* Goal of the exercise:
Return a copy of each line in the listing that includes the word "ซอยร".

* Supplied records:
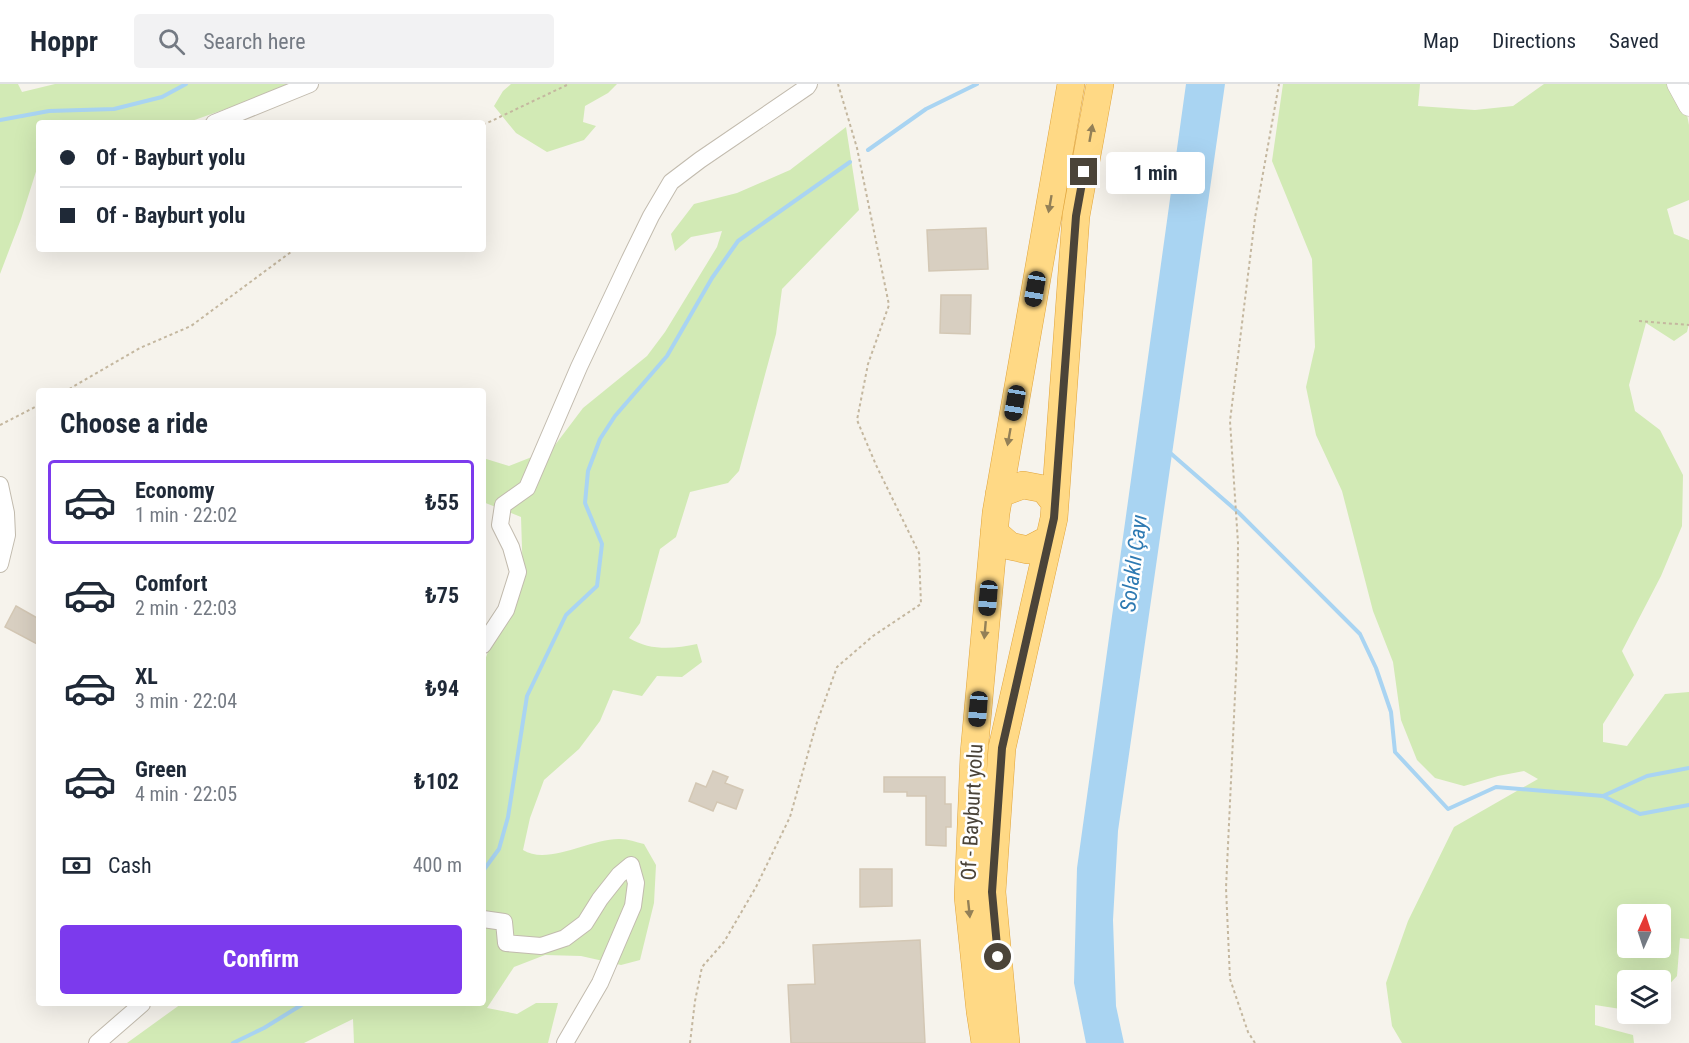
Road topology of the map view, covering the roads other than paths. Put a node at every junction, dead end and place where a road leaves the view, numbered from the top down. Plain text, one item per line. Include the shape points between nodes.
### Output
1 (310, 84) edge
2 (809, 84) edge
3 (1071, 84) edge
4 (1100, 84) edge
5 (1677, 84) edge
6 (1689, 106) edge
7 (221, 120) edge
8 (0, 485) edge
9 (999, 494) junction
10 (1055, 503) junction
11 (994, 532) junction
12 (1049, 539) junction
13 (0, 564) edge
14 (486, 640) edge
15 (486, 920) edge
16 (140, 1006) edge
17 (97, 1043) edge
18 (565, 1043) edge
19 (985, 1043) edge
20 (1006, 1043) edge

1 - 7 street
2 - 14 street via 671,182 651,216 527,488 503,505 500,525 518,572 506,610
3 -> 9 highway, Of - Bayburt yolu
10 -> 4 highway, Of - Bayburt yolu via 1076,216
5 - 6 street
8 - 13 street via 7,535
9 - 10 highway via 1023,485 1044,489
9 - 11 highway, Of - Bayburt yolu
10 - 12 highway, Of - Bayburt yolu
11 - 12 highway via 1010,546 1028,550
11 -> 19 highway, Of - Bayburt yolu via 974,753 968,897
12 - 20 highway, Of - Bayburt yolu via 1002,748 992,892
15 - 18 street via 504,922 507,943 541,946 566,938 585,923 619,875 631,865 636,883 633,906 600,983
16 - 17 street

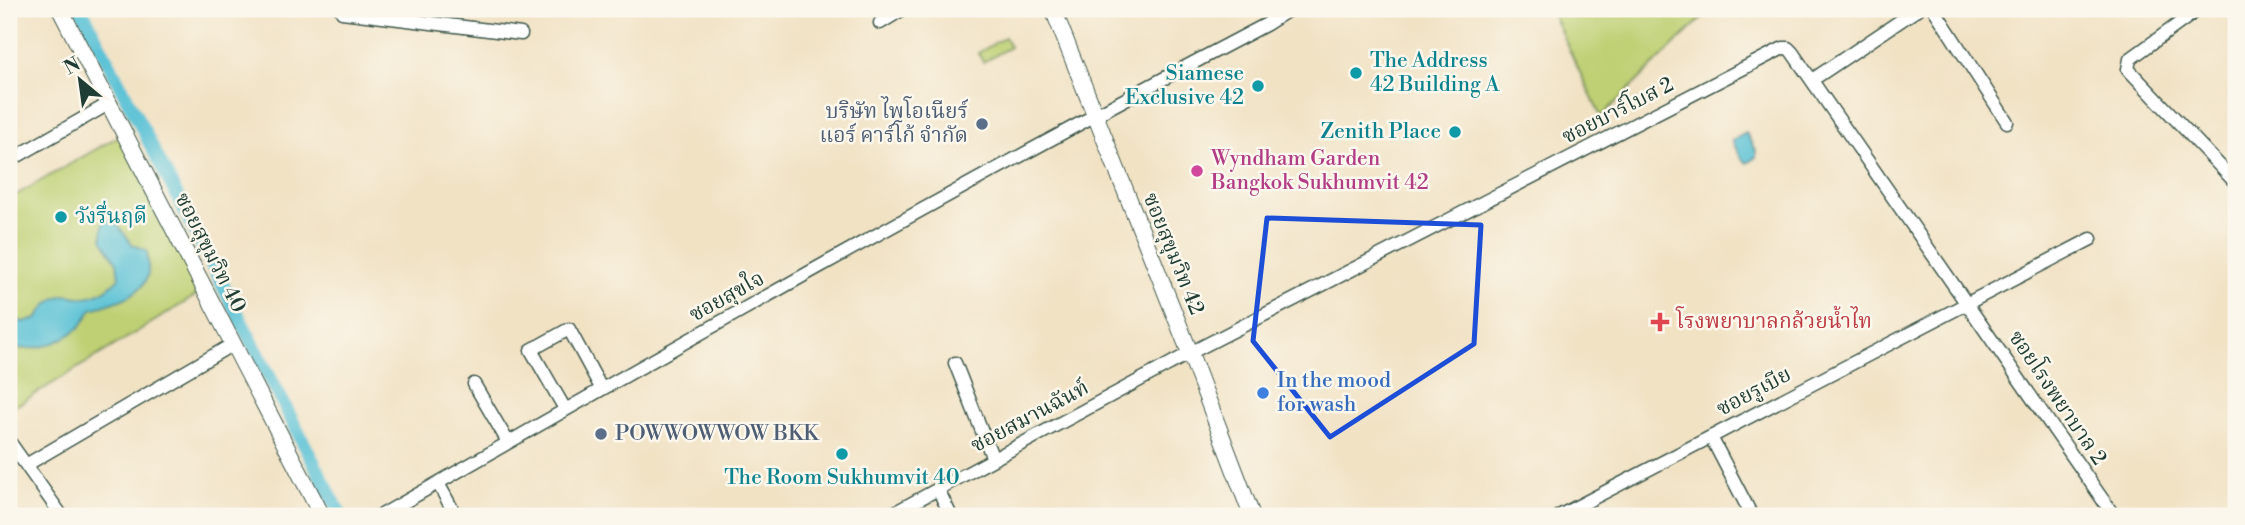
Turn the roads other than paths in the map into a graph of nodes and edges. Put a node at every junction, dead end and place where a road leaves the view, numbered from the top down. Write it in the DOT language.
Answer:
graph roads {
  1 [pos="60,9"];
  2 [pos="343,9"];
  3 [pos="903,9"];
  4 [pos="1053,9"];
  5 [pos="1290,9"];
  6 [pos="1918,9"];
  7 [pos="1934,9"];
  8 [pos="2199,9"];
  9 [pos="880,23"];
  10 [pos="521,34"];
  11 [pos="1812,80"];
  12 [pos="110,103"];
  13 [pos="1095,114"];
  14 [pos="2007,122"];
  15 [pos="9,160"];
  16 [pos="2236,183"];
  17 [pos="2091,239"];
  18 [pos="1967,302"];
  19 [pos="233,344"];
  20 [pos="1190,353"];
  21 [pos="955,363"];
  22 [pos="474,384"];
  23 [pos="601,388"];
  24 [pos="565,409"];
  25 [pos="1711,437"];
  26 [pos="9,442"];
  27 [pos="508,442"];
  28 [pos="993,459"];
  29 [pos="26,466"];
  30 [pos="438,483"];
  31 [pos="938,489"];
  32 [pos="62,516"];
  33 [pos="322,516"];
  34 [pos="380,516"];
  35 [pos="456,516"];
  36 [pos="888,516"];
  37 [pos="951,516"];
  38 [pos="1252,516"];
  39 [pos="1559,516"];
  40 [pos="1752,516"];
  41 [pos="2114,516"];
  1 -- 12 [label="street, ซอยสุขุมวิท 40"];
  2 -- 10 [label="street"];
  3 -- 9 [label="street"];
  4 -- 13 [label="street, ซอยสุขุมวิท 42"];
  5 -- 13 [label="street, ซอยสุขใจ"];
  6 -- 11 [label="street"];
  7 -- 14 [label="street"];
  8 -- 16 [label="street"];
  11 -- 18 [label="street, ซอยบาร์โบส 2"];
  11 -- 20 [label="street, ซอยบาร์โบส 2"];
  12 -- 15 [label="street"];
  12 -- 19 [label="street, ซอยสุขุมวิท 40"];
  13 -- 20 [label="street, ซอยสุขุมวิท 42"];
  13 -- 23 [label="street, ซอยสุขใจ"];
  17 -- 18 [label="street, ซอยรูเบีย"];
  18 -- 25 [label="street, ซอยรูเบีย"];
  18 -- 41 [label="street, ซอยโรงพยาบาล 2"];
  19 -- 29 [label="street"];
  19 -- 33 [label="street, ซอยสุขุมวิท 40"];
  20 -- 28 [label="street, ซอยสมานฉันท์"];
  20 -- 38 [label="street, ซอยสุขุมวิท 42"];
  21 -- 28 [label="street"];
  22 -- 27 [label="street"];
  23 -- 24 [label="street, ซอยสุขใจ"];
  23 -- 24 [label="street"];
  24 -- 27 [label="street, ซอยสุขใจ"];
  25 -- 39 [label="street, ซอยรูเบีย"];
  25 -- 40 [label="street"];
  26 -- 29 [label="street"];
  27 -- 30 [label="street, ซอยสุขใจ"];
  28 -- 31 [label="street, ซอยสมานฉันท์"];
  29 -- 32 [label="street"];
  30 -- 34 [label="street, ซอยสุขใจ"];
  30 -- 35 [label="street"];
  31 -- 36 [label="street, ซอยสมานฉันท์"];
  31 -- 37 [label="street"];
}
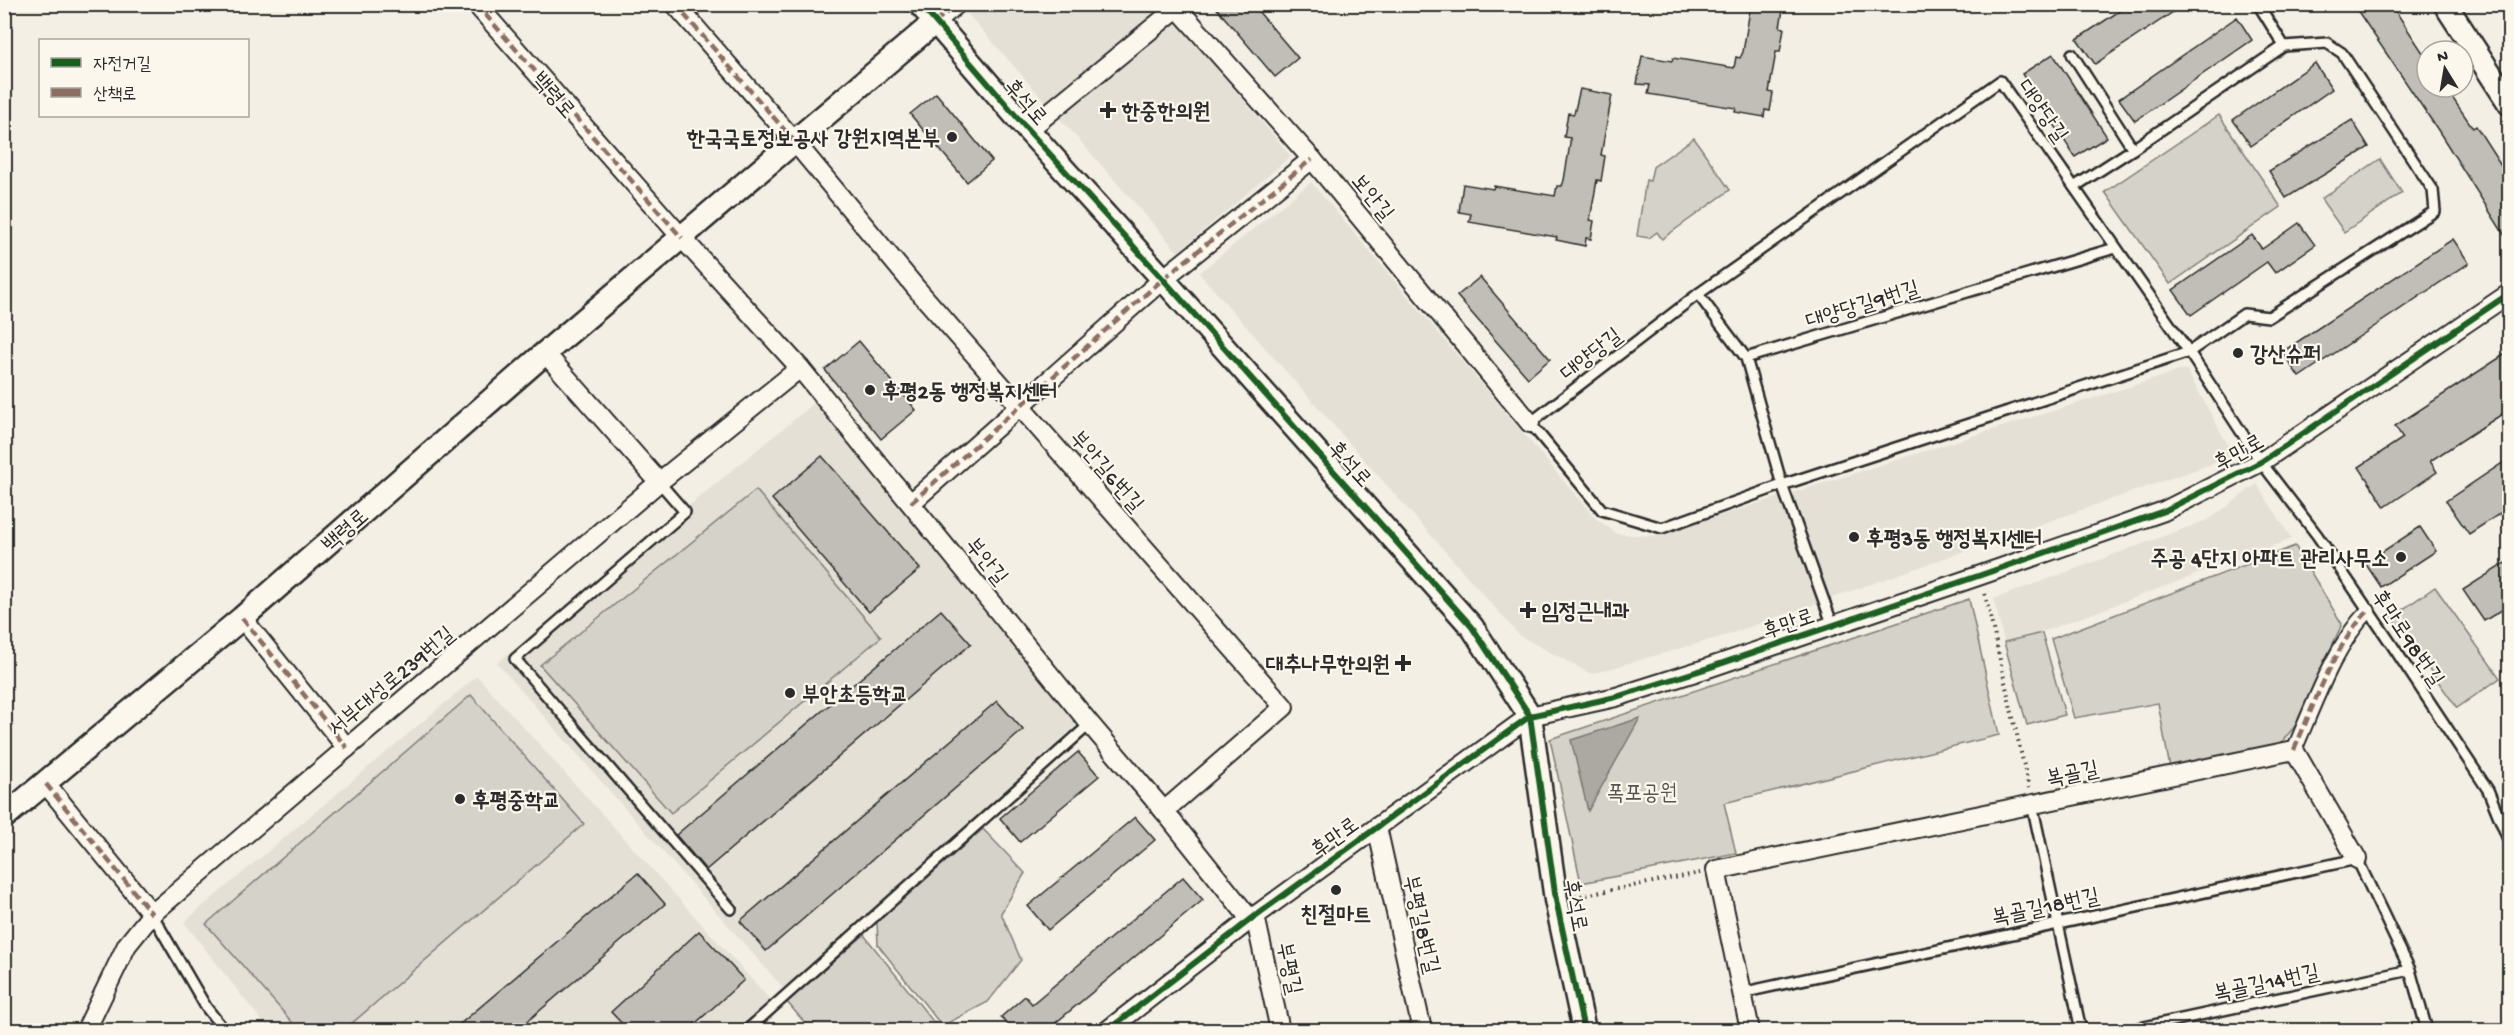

* Solution:
  17 -- 18 [label="street, ซอยรูเบีย"];
  18 -- 25 [label="street, ซอยรูเบีย"];
  25 -- 39 [label="street, ซอยรูเบีย"];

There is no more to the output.